The prosecutor to even charge you in the first place, then convincing a grand jury (about 16-23) which while typically very permissive especially with just a majority rule often aren't a rubber stamp, and then generally a judge for pretrial and then a trial jury of 12 who typically all have to agree, and while rare you can also get a JNOV and then you can often still appeal upwards multiple times if you feel that strongly about your case.

While wrongful convictions can and do happen, it's often due to a combination of bad luck and a case/evidence being really complex. It is not perfect, it will never be perfect without forfeiting many of the freedoms and privacies we have (a price most citizens do not wish to pay), but we try really hard to make sure only the criminals are punished.

Many of the founding fathers believed strongly that the courts must be trusted to punish the criminals and that the innocent must be safe. Such as this from John Adams, where he believed that a society where the innocent don't feel safe for their innocence breaks down the very rule of law, and they were determined to err on the side of caution to keep free society secure and stable.

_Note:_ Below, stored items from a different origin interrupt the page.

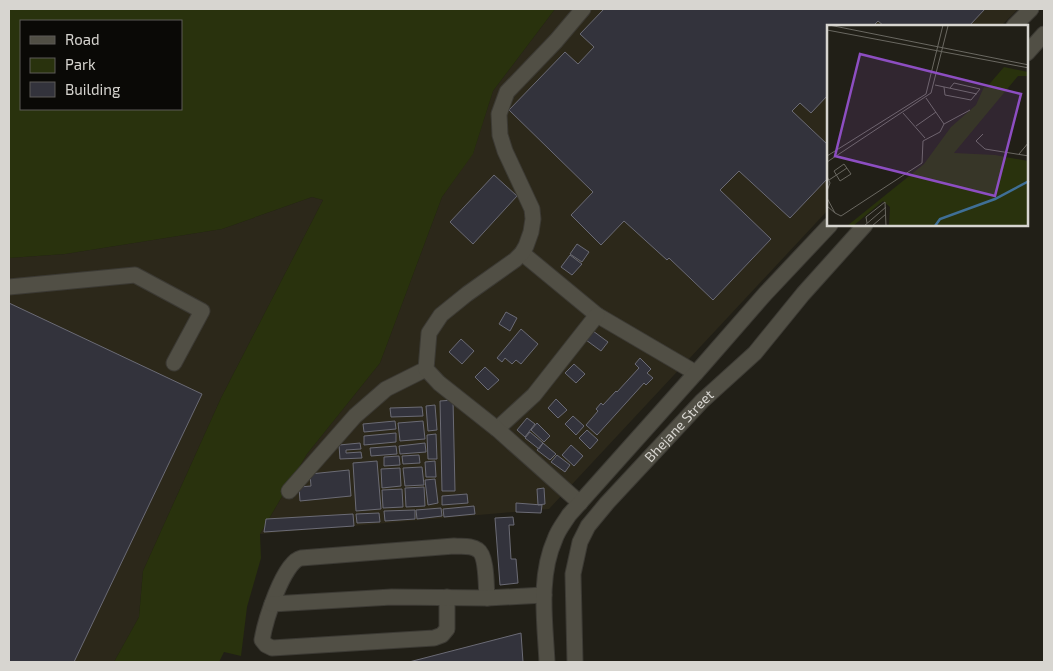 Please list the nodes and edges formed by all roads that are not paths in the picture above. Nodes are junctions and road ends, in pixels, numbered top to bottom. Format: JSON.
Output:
{"nodes":[{"id":1,"x":582,"y":9,"type":"edge"},
{"id":2,"x":1031,"y":9,"type":"edge"},
{"id":3,"x":1015,"y":25,"type":"edge"},
{"id":4,"x":1044,"y":34,"type":"edge"},
{"id":5,"x":1028,"y":51,"type":"edge"},
{"id":6,"x":829,"y":226,"type":"edge"},
{"id":7,"x":864,"y":226,"type":"edge"},
{"id":8,"x":522,"y":253,"type":"junction"},
{"id":9,"x":9,"y":287,"type":"edge"},
{"id":10,"x":597,"y":315,"type":"junction"},
{"id":11,"x":174,"y":363,"type":"dead end"},
{"id":12,"x":426,"y":369,"type":"junction"},
{"id":13,"x":696,"y":373,"type":"junction"},
{"id":14,"x":497,"y":429,"type":"junction"},
{"id":15,"x":290,"y":491,"type":"dead end"},
{"id":16,"x":580,"y":503,"type":"junction"},
{"id":17,"x":544,"y":594,"type":"junction"},
{"id":18,"x":447,"y":597,"type":"junction"},
{"id":19,"x":487,"y":598,"type":"junction"},
{"id":20,"x":272,"y":604,"type":"junction"},
{"id":21,"x":547,"y":662,"type":"edge"},
{"id":22,"x":575,"y":662,"type":"edge"}],
"edges":[{"from":1,"to":8,"type":"street"},
{"from":2,"to":3,"type":"street"},
{"from":4,"to":5,"type":"street"},
{"from":6,"to":13,"type":"street","name":"Bhejane Street"},
{"from":7,"to":22,"type":"street","name":"Bhejane Street"},
{"from":8,"to":10,"type":"street"},
{"from":8,"to":12,"type":"street"},
{"from":9,"to":11,"type":"street"},
{"from":10,"to":13,"type":"street"},
{"from":10,"to":14,"type":"street"},
{"from":12,"to":14,"type":"street"},
{"from":12,"to":15,"type":"street"},
{"from":13,"to":16,"type":"street","name":"Bhejane Street"},
{"from":14,"to":16,"type":"street"},
{"from":16,"to":17,"type":"street","name":"Bhejane Street"},
{"from":17,"to":19,"type":"street"},
{"from":17,"to":21,"type":"street","name":"Bhejane Street"},
{"from":18,"to":19,"type":"street"},
{"from":18,"to":20,"type":"street"},
{"from":18,"to":20,"type":"street"},
{"from":19,"to":20,"type":"street"}]}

The reason is, because it’s of more importance to community, that innocence should be protected, than it is, that guilt should be punished; for guilt and crimes are so frequent in the world, that all of them cannot be punished; and many times they happen in such a manner, that it is not of much consequence to the public, whether they are punished or not. But when innocence itself, is brought to the bar and condemned, especially to die, the subject will exclaim, it is immaterial to me, whether I behave well or ill; for virtue itself, is no security. And if such a sentiment as this, should take place in the mind of the subject, there would be an end to all security what so ever.

Thanks for the reply, you clearly know more about the process than I do. I definitely lean more towards @Jiro's sensibilities, where the system should work by not criminalizing normal behaviour rather than not convicting normal behaviour (kinda, usually, unless we don't like you). But we live in a complex world, and I'm not a hardcore libertarian. I do understand that there are sometimes tradeoffs, and going after both producers AND consumers of child porn leads to less child abuse than the alternative.

Mind you, we're now in a world where AI can produce child porn without any victimization at all. So there's much less reason to criminalize certain patterns of bits. Will the laws adjust? I doubt it. The ratchet only goes one way. Even Rand Paul probably doesn't want his name on the "Free the Pedophiles" bill.

You have to go through a pretty substantial amount of double checking for a conviction.

"The law makes it possible to charge a lot of innocent people, but it's okay because the system will probably use discretion and not put them in jail" is a recipe for tyranny.

The usual scenario is where the government wants to get you anyway, either because they hate the actually-legal things you're doing, because some prosecutor or cop knows in his heart without evidence that you're guilty of some crime, or because finding you guilty will cover their asses after some kind of mistake, or because it would be good publicity to catch a criminal. Then the double-checking miraculously vanishes. Three felonies a day is a little exaggerated, but it only takes one felony to ruin your life.